TASK STATEMENT = Looking at the material below, work out how many of its lines hold the string "pinky". Give that figure alone.

DATA LISTING =
━━━━━━━━━━━━━━━━━━━━━━━━━━━━━━

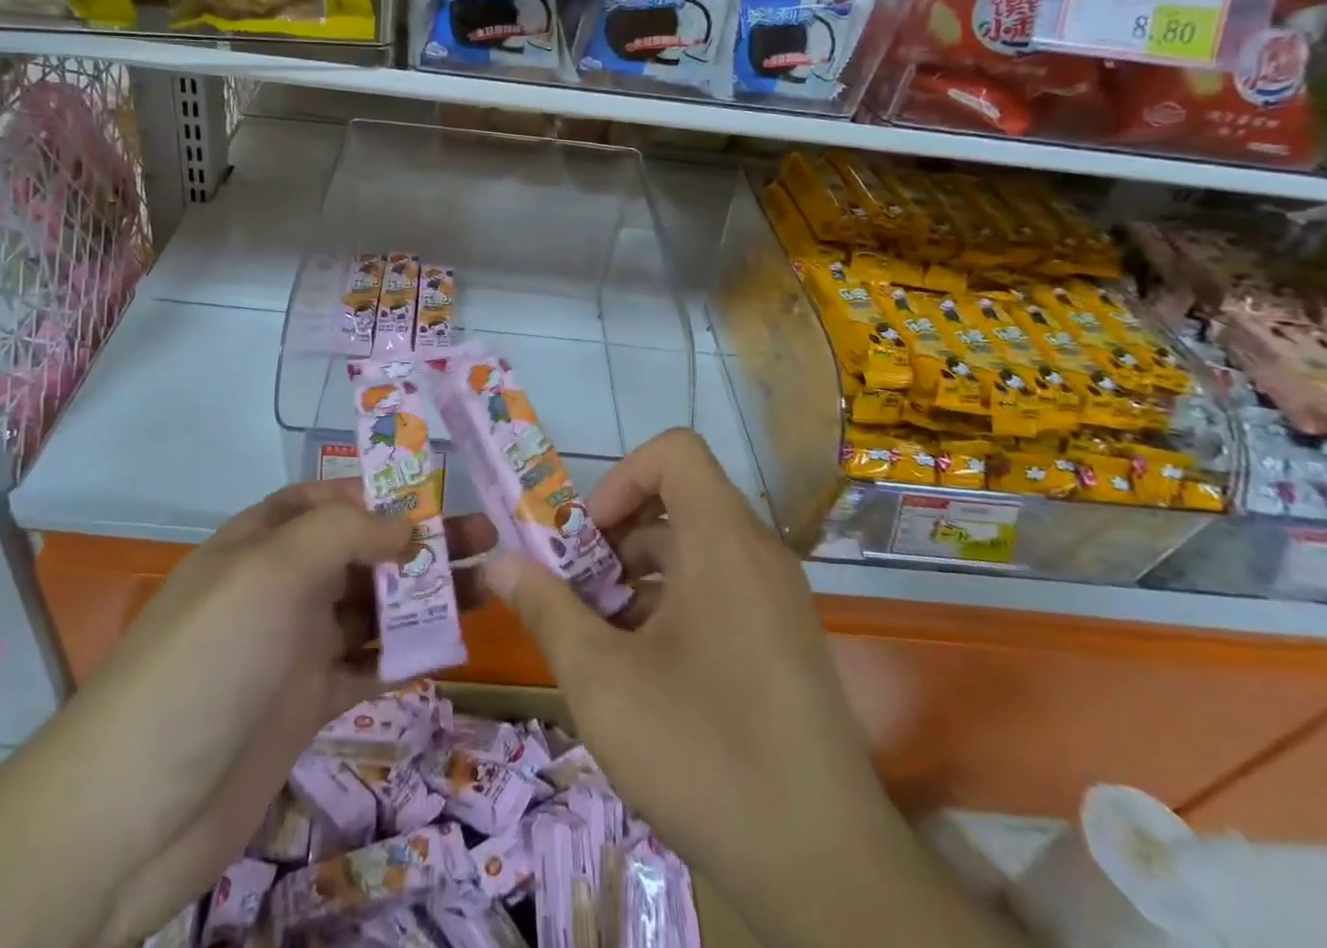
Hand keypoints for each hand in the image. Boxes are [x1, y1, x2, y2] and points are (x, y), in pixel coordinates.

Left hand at [74, 481, 492, 946]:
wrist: (132, 812)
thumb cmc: (207, 662)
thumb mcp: (270, 571)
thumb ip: (343, 534)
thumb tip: (406, 526)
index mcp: (264, 540)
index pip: (332, 499)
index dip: (384, 493)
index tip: (443, 496)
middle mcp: (282, 585)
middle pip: (364, 551)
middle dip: (422, 542)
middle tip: (488, 541)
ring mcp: (295, 646)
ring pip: (374, 607)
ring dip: (425, 597)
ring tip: (490, 589)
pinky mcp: (306, 704)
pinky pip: (368, 666)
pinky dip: (405, 654)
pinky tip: (450, 648)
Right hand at [484, 430, 900, 940]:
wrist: (828, 874)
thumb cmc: (705, 755)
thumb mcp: (602, 681)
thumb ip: (546, 609)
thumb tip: (498, 563)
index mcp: (723, 542)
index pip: (674, 452)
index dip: (622, 478)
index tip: (589, 538)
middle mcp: (759, 554)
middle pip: (679, 500)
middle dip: (616, 534)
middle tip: (577, 588)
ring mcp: (778, 598)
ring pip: (696, 548)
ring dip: (639, 574)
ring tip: (600, 633)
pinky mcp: (785, 639)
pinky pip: (720, 587)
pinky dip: (673, 602)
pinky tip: (643, 668)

━━━━━━━━━━━━━━━━━━━━━━━━━━━━━━

RESPONSE AREA = 8